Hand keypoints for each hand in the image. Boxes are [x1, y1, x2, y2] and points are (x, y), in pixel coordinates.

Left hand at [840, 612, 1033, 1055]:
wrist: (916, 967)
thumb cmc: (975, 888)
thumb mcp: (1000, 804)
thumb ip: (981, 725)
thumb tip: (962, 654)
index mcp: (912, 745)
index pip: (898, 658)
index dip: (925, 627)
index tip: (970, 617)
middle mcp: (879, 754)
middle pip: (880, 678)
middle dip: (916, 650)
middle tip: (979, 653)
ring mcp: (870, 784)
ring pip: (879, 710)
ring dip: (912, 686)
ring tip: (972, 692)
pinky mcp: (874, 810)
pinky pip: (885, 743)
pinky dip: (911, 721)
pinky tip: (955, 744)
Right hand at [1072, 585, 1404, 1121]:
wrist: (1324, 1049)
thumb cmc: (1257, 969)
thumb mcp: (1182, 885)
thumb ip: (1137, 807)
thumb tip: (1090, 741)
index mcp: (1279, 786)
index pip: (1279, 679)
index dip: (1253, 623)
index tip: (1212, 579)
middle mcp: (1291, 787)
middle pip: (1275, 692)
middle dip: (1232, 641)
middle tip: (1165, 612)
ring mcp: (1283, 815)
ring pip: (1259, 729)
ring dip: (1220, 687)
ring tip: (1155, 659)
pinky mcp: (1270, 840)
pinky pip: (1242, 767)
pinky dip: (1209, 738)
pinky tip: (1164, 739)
================================
→ Work task
Repeat verbatim the line holding "index mcp: (912, 745)" and all lines after it, up to the end of the material.

→ Task response
index mcp: (912, 745)
index pip: (898, 658)
index dip: (925, 627)
index tip: (970, 617)
middle mcp: (879, 754)
middle pip: (880, 678)
middle dip: (916, 650)
middle tip: (979, 653)
ring mcp: (870, 784)
ring pip: (879, 710)
ring dip: (912, 686)
ring tip: (972, 692)
pinky mcp: (874, 810)
pinky pip: (885, 743)
pinky dip: (911, 721)
pinky tip: (955, 744)
Right hand at [1072, 585, 1404, 1121]:
wrist: (1324, 1049)
thumb cmc: (1257, 969)
thumb mcp: (1182, 885)
thumb ip: (1137, 807)
thumb tip: (1090, 741)
index mcp: (1279, 786)
index pip: (1279, 679)
index dip: (1253, 623)
index tip: (1212, 579)
middle mcp: (1291, 787)
middle pip: (1275, 692)
middle dip: (1232, 641)
middle tip: (1165, 612)
ring mcp: (1283, 815)
ring pip: (1259, 729)
ring dip: (1220, 687)
ring tip: (1155, 659)
pinky mcp: (1270, 840)
pinky pip: (1242, 767)
pinky dip: (1209, 738)
pinky tip: (1164, 739)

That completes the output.